DATA EXCERPTS:

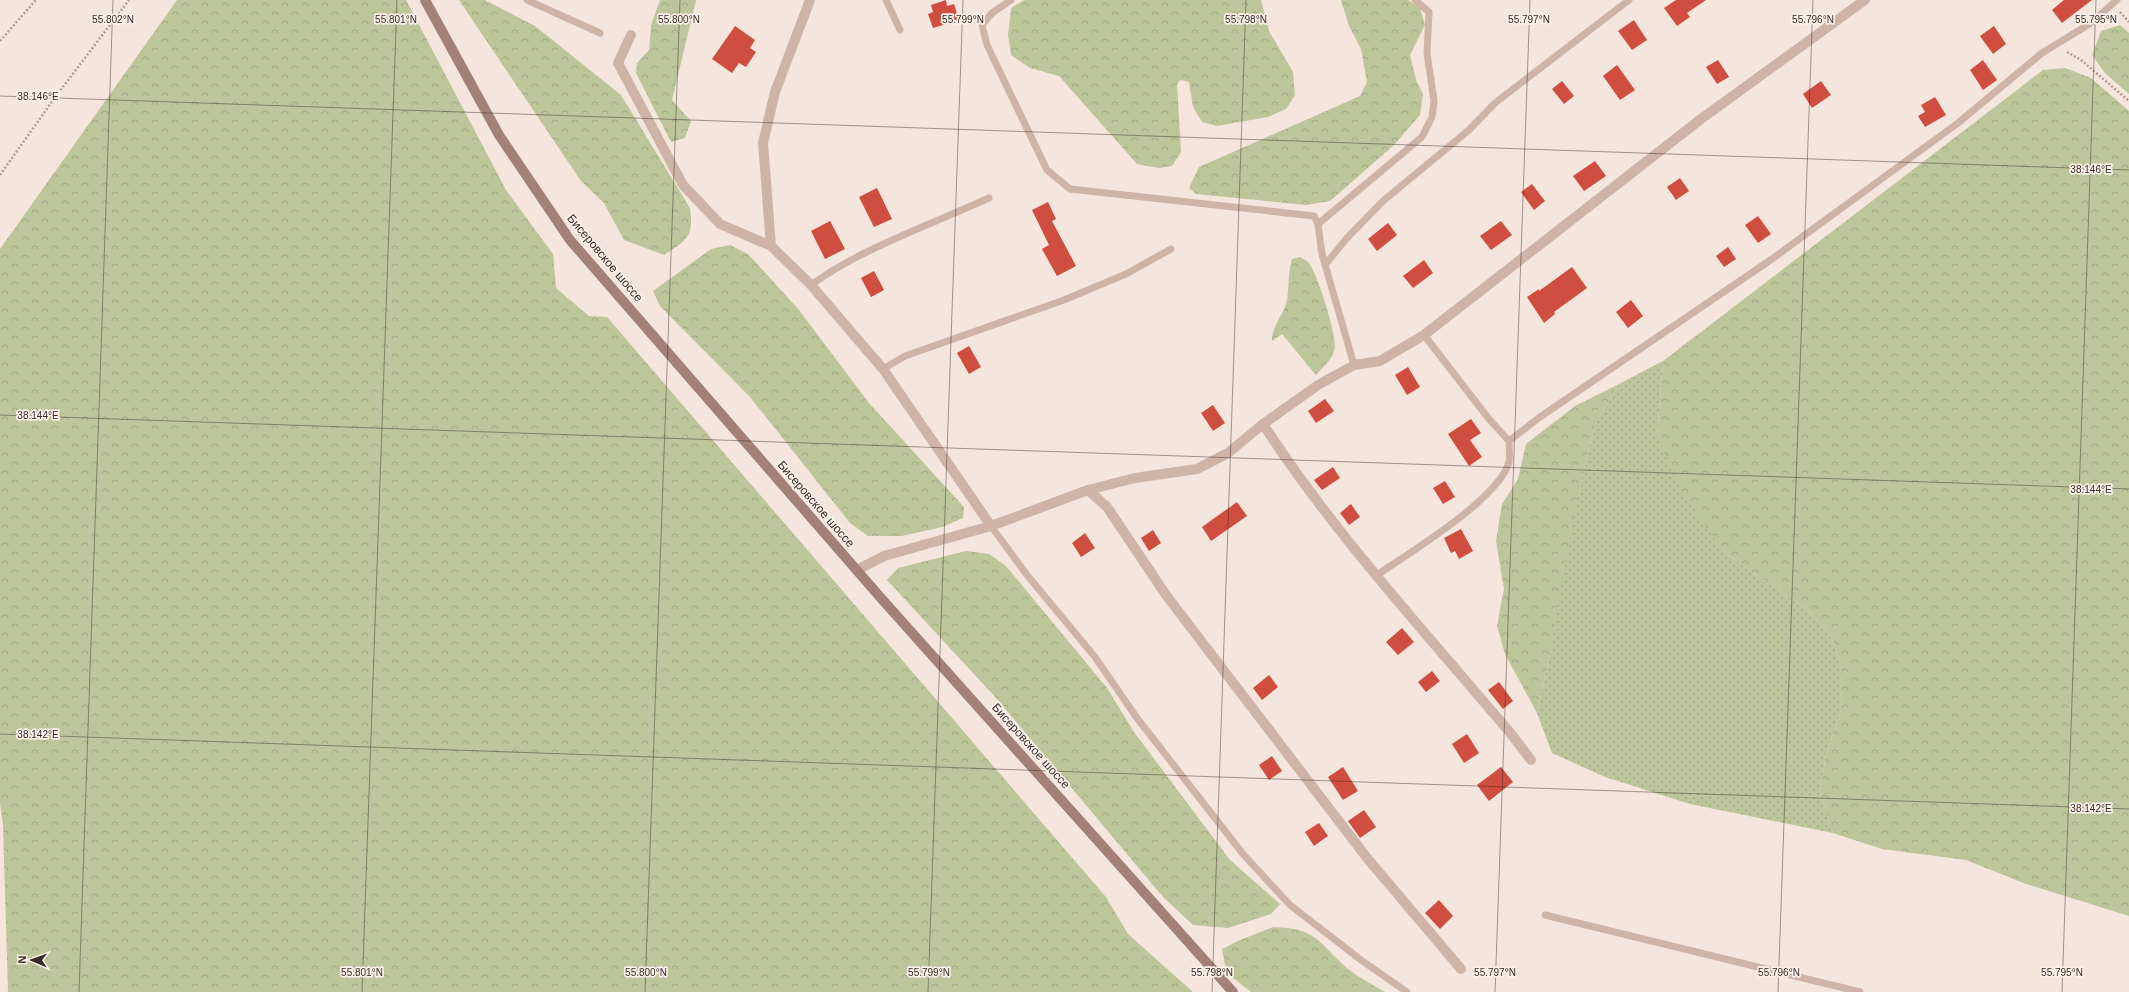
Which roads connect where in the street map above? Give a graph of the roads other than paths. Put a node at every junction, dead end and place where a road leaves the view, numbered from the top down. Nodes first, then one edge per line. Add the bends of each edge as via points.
1 (424, 0) edge
2 (526, 0) edge
3 (810, 0) edge
4 (886, 0) edge
5 (1011, 0) edge
6 (1415, 0) edge
7 (1629, 0) edge
8 (1865, 0) edge
9 (2118, 0) edge
10 (900, 30) dead end
11 (600, 33) dead end
12 (631, 35) dead end
13 (989, 198) dead end
14 (1318, 224) junction
15 (771, 246) junction
16 (1171, 249) dead end
17 (1325, 265) junction
18 (811, 285) junction
19 (1424, 335) junction
20 (1354, 365) junction
21 (883, 369) junction
22 (1262, 424) junction
23 (1509, 441) junction
24 (1088, 490) junction
25 (991, 526) junction
26 (857, 570) junction
27 (1377, 575) junction
28 (1531, 760) dead end
29 (1545, 915) dead end
30 (1461, 969) dead end
31 (1233, 992) edge
32 (1407, 992) edge
33 (1860, 992) edge

1 - 26 main road, Бисеровское шоссе via 499,135 570,240
2 - 11 lane
3 - 15 street via 776,92 763,143
4 - 10 lane
5 - 14 lane via 992,13 982,25 987,45 1047,170 1070,189 1314,216
6 - 14 lane via 1429,12 1427,53 1434,86 1432,117 1422,137
7 - 17 lane via 1495,104 1469,130 1383,201
8 - 19 street via 1701,119
9 - 23 lane via 2091,23 2042,53 1958,123 1772,260 1540,417
12 - 15 street via 618,63 683,185 720,224
13 - 18 lane via 830,271
14 - 17 lane
15 - 18 street
16 - 21 lane via 1126,274 1064,300 905,356
17 - 20 lane
18 - 21 street
19 - 20 street via 1380,360
19 - 23 lane via 1488,419
20 - 22 street via 1318,385
21 - 25 street
22 - 24 street via 1228,453 1197,469 1135,478
22 - 27 street via 1332,520
23 - 27 lane via 1509,462 1499,480 1468,512
24 - 25 street
24 - 30 street via 1107,507 1166,594 1367,858
25 - 26 street via 884,556
25 - 32 lane via 1027,576 1095,657 1137,718 1243,854 1290,905
26 - 31 main road, Бисеровское шоссе
27 - 28 street
29 - 33 lane

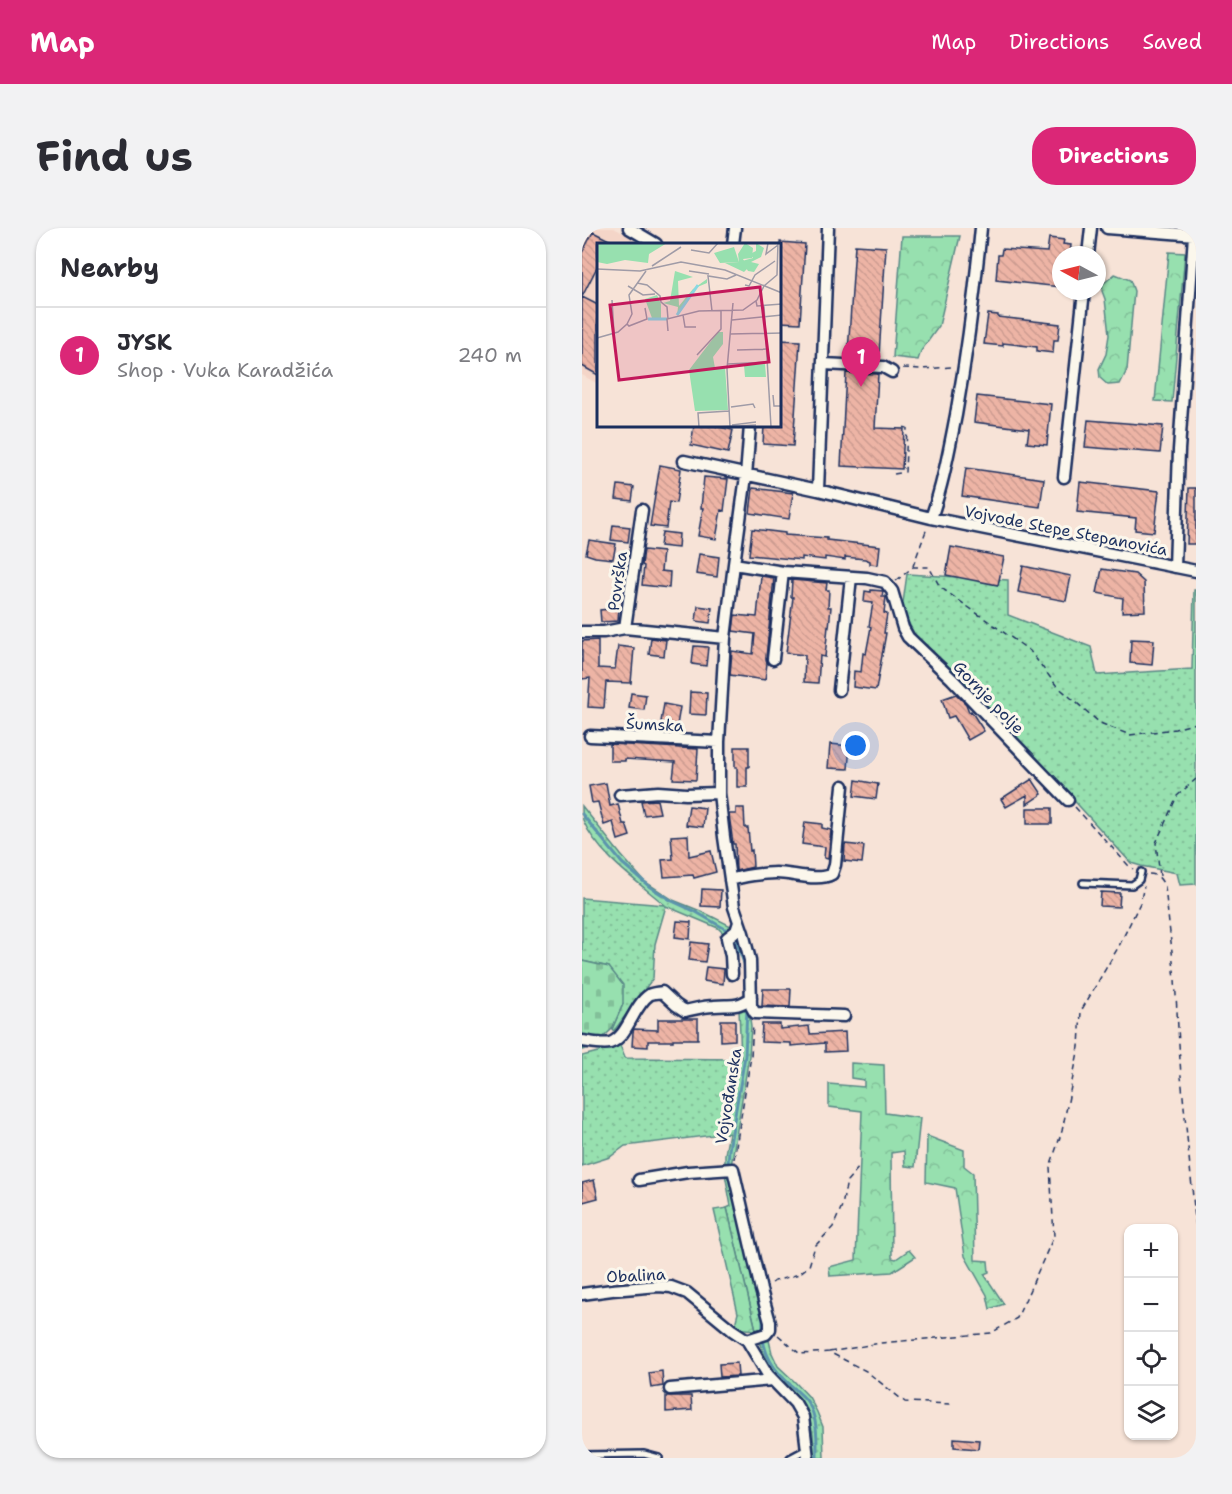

WORK INSTRUCTIONS: The records, exactly as written but without images, should be returned.

ANSWER:
Which roads connect where in the street map above? Give a graph of the roads other than paths. Put a node at every junction, dead end and place where a road leaves the view, numbered from the top down. Nodes first, then one edge per line. Add the bends of each edge as via points.
1 (424, 0) edge
2 (526, 0) edge
3 (810, 0) edge
4 (886, 0) edge
5 (1011, 0) edge
6 (1415, 0) edge
7 (1629, 0) edge
8 (1865, 0) edge
9 (2118, 0) edge
10 (900, 30) dead end
11 (600, 33) dead end
12 (631, 35) dead end
13 (989, 198) dead end
14 (1318, 224) junction
15 (771, 246) junction
16 (1171, 249) dead end
17 (1325, 265) junction
18 (811, 285) junction
19 (1424, 335) junction
20 (1354, 365) junction
21 (883, 369) junction
22 (1262, 424) junction
23 (1509, 441) junction
24 (1088, 490) junction
25 (991, 526) junction
26 (857, 570) junction
27 (1377, 575) junction
28 (1531, 760) dead end
29 (1545, 915) dead end
30 (1461, 969) dead end
31 (1233, 992) edge
32 (1407, 992) edge
33 (1860, 992) edge

1 - 26 main road, Бисеровское шоссе via 499,135 570,240
2 - 11 lane
3 - 15 street via 776,92 763,143
4 - 10 lane
5 - 14 lane via 992,13 982,25 987,45 1047,170 1070,189 1314,216
6 - 14 lane via 1429,12 1427,53 1434,86 1432,117 1422,137
7 - 17 lane via 1495,104 1469,130 1383,201
8 - 19 street via 1701,119
9 - 23 lane via 2091,23 2042,53 1958,123 1772,260 1540,417
12 - 15 street via 618,63 683,185 720,224
13 - 18 lane via 830,271
14 - 17 lane
15 - 18 street
16 - 21 lane via 1126,274 1064,300 905,356
17 - 20 lane
18 - 21 street
19 - 20 street via 1380,360
19 - 23 lane via 1488,419
20 - 22 street via 1318,385
21 - 25 street
22 - 24 street via 1228,453 1197,469 1135,478
22 - 27 street via 1332,520
23 - 27 lane via 1509,462 1499,480 1468,512
24 - 25 street
24 - 30 street via 1107,507 1166,594 1367,858
25 - 26 street via 884,556
25 - 32 lane via 1027,576 1095,657 1137,718 1243,854 1290,905
26 - 31 main road, Бисеровское шоссе
27 - 28 street
29 - 33 lane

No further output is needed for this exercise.